Kendini başkalarında arayan, her seferinde hayal kırıklığına uğramaya mahkûmdur. Bu söz, günümüz insanının en derin yarasına dokunuyor. Çünkü artık insanlar kendilerini keşfetmek yerine, başkalarının içinde kendilerini arıyor ve her seferinde yanılıyorlar.
Bir dostta huzuru, bir sevgilide mutluluğu, bir çevrede saygıyı, bir makamda değeri arıyoruz. Oysa bütün bunlar dışarıda değil, içimizde gizli. Ne var ki, çoğumuzun aynası ters dönmüş durumda. Başkalarının ışığında parlamaya çalışıyoruz ama kendi ışığımızı çoktan söndürdük.
Bugün bir kafeye oturun, çevrenize şöyle dikkatle bakın. Herkesin elinde telefon, herkes başka birinin hayatına bakıyor. Kim nerede, ne giymiş, ne yemiş, ne paylaşmış... Sanki herkesin hayatı bizimkinden daha güzelmiş gibi bir illüzyonun içindeyiz. Oysa gördüğümüz sadece sahnelenmiş hayatlar. Filtrelenmiş gülümsemeler, süslenmiş cümleler, yapay mutluluklar…
Sonra kendi hayatımıza dönüp bakıyoruz ve tat alamıyoruz. Çünkü artık kendi hikayemizi değil, başkalarının kopyasını yaşıyoruz. Sosyal medyada her beğeni, her yorum, her onay bizi bir adım daha uzaklaştırıyor kendimizden. Oysa insan yalnız kaldığında kendini duyar. Sessizlikten korkmayanlar, kendi sesini bulur. Ama biz sessizlikten bile kaçar olduk. Her boşluğu bir sesle, bir görüntüyle dolduruyoruz. İçimizdeki eksikliği dışarıdan tamamlamaya çalışıyoruz.
Toplum olarak da durum pek farklı değil. Başarılı olmanın, mutlu yaşamanın, “iyi insan” olmanın tarifini bile başkalarına bıraktık. Birileri nasıl düşünüyorsa öyle düşünüyoruz, birileri neye inanıyorsa biz de ona inanıyoruz. Farklı olmayı değil, kabul görmeyi seçiyoruz. Oysa kendi yolunu bulan insan, kalabalıklarda kaybolmaz. Kendi değerini bilen insan, başkasının onayına ihtiyaç duymaz. Bir aynaya bakın. Gerçekten kendinizi mi görüyorsunuz, yoksa toplumun size biçtiği bir rolü mü?

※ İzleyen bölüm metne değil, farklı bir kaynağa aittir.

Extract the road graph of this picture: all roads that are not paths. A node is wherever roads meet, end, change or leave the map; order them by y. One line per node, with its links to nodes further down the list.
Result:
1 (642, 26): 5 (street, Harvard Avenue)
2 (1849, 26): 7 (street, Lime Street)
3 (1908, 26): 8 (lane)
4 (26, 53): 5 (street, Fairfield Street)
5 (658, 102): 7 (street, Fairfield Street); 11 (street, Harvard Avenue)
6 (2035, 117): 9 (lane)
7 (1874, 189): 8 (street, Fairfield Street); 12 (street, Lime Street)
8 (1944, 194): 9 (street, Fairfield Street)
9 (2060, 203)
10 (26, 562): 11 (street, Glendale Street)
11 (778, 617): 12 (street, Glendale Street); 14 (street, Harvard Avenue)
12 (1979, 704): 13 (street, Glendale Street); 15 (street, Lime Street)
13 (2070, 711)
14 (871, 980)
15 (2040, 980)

Belki de yeniden sormanın zamanı geldi. Kimi arıyoruz biz?
Kendimizi mi, yoksa herkesin alkışladığı bir ben'i mi? Cevap aslında çok net. Herkeste kendini arayan, her defasında yanılmaya mahkumdur. Çünkü insan ancak kendi içine baktığında gerçeği bulur. Ve o gerçeği bulmak, dışarıdaki alkışlardan daha huzurludur.